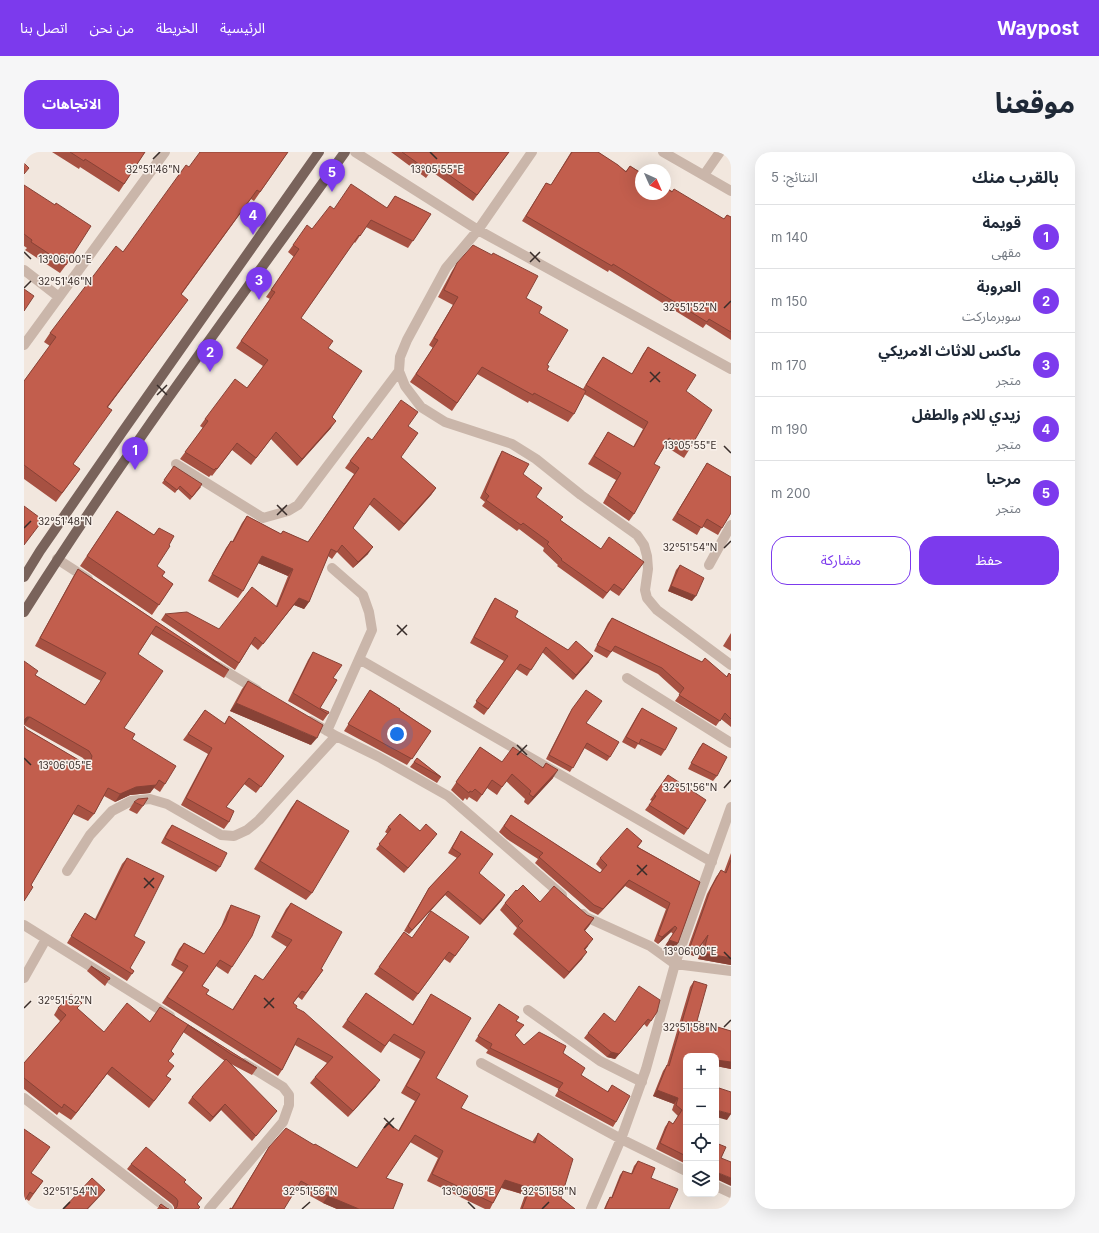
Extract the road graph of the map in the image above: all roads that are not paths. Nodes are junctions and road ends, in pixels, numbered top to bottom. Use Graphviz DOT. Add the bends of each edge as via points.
graph roads {
  1 [pos="165,152"];
  2 [pos="319,152"];
  3 [pos="345,152"];
  4 [pos="355,152"];
  5 [pos="532,152"];
  6 [pos="663,152"];
  7 [pos="720,152"];
  8 [pos="704,175"];
  9 [pos="731,191"];
  10 [pos="478,230"];
  11 [pos="24,270"];
  12 [pos="59,297"];
  13 [pos="24,345"];
  14 [pos="731,369"];
  15 [pos="399,371"];
  16 [pos="176,464"];
  17 [pos="731,525"];
  18 [pos="57,559"];
  19 [pos="708,565"];
  20 [pos="332,568"];
  21 [pos="24,577"];
  22 [pos="95,584"];
  23 [pos="24,612"];
  24 [pos="359,659"];
  25 [pos="210,661"];
  26 [pos="731,665"];
  27 [pos="627,678"];
  28 [pos="263,694"];
  29 [pos="300,715"];
  30 [pos="327,731"];
  31 [pos="336,736"];
  32 [pos="731,743"];
  33 [pos="731,808"];
  34 [pos="712,862"];
  35 [pos="67,871"];
  36 [pos="24,925"];
  37 [pos="46,939"];
  38 [pos="676,964"];
  39 [pos="731,971"];
  40 [pos="24,978"];
  41 [pos="528,1010"];
  42 [pos="176,1020"];
  43 [pos="236,1058"];
  44 [pos="481,1063"];
  45 [pos="642,1082"];
  46 [pos="24,1098"];
  47 [pos="621,1139"];
  48 [pos="683,1170"];
  49 [pos="719,1187"];
  50 [pos="731,1193"];
  51 [pos="168,1209"];
  52 [pos="209,1209"];
  53 [pos="591,1209"];
  1 -- 12 [label="street"];
  2 -- 21 [label="main road"];
  3 -- 18 [label="main road" via="138,440"];
  4 -- 10 [label="street"];
  5 -- 10 [label="street"];
  6 -- 8 [label="street"];
  7 -- 8 [label="street"];
  8 -- 9 [label="street"];
  10 -- 14 [label="street"];
  10 -- 15 [label="street" via="446,268 407,340 400,357"];
  11 -- 12 [label="street"];
  12 -- 13 [label="street"];
  15 -- 16 [label="street" via="298,505 288,511 263,518"];
  15 -- 26 [label="street" via="405,386 422,407 445,422 512,444 637,535 644,545 647,556 645,590 656,610"];
  17 -- 19 [label="street"];
  18 -- 22 [label="street"];
  18 -- 23 [label="main road"];
  20 -- 24 [label="street" via="363,595 369,612 372,630"];
  24 -- 30 [label="street"];
  24 -- 34 [label="street"];
  25 -- 28 [label="street"];
  27 -- 32 [label="street"];
  29 -- 30 [label="street"];
  30 -- 31 [label="street"];
  31 -- 35 [label="street" via="265,814 247,830 234,836 221,835 167,804 150,799 131,801 112,811 90,835"];
  31 -- 38 [label="street" via="448,796 586,917 650,946"];
  33 -- 34 [label="street"];
  34 -- 38 [label="street"];
  36 -- 37 [label="street"];
  37 -- 40 [label="street"];
  37 -- 42 [label="street"];
  38 -- 39 [label="street"];
  38 -- 45 [label="street"];
  41 -- 45 [label="street" via="600,1061"];
  43 -- 52 [label="street" via="283,1087 289,1095 289,1105 283,1122"];
  44 -- 47 [label="street"];
  45 -- 47 [label="street"];
  46 -- 51 [label="street"];
  47 -- 48 [label="street"];
  47 -- 53 [label="street"];
  49 -- 50 [label="street"];
}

§ **TASK DIRECTIONS**
Copy whichever lines in the listing above hold "main".

§ **REPLY**
  2 -- 21 [label="main road"];
  3 -- 18 [label="main road" via="138,440"];
  18 -- 23 [label="main road"];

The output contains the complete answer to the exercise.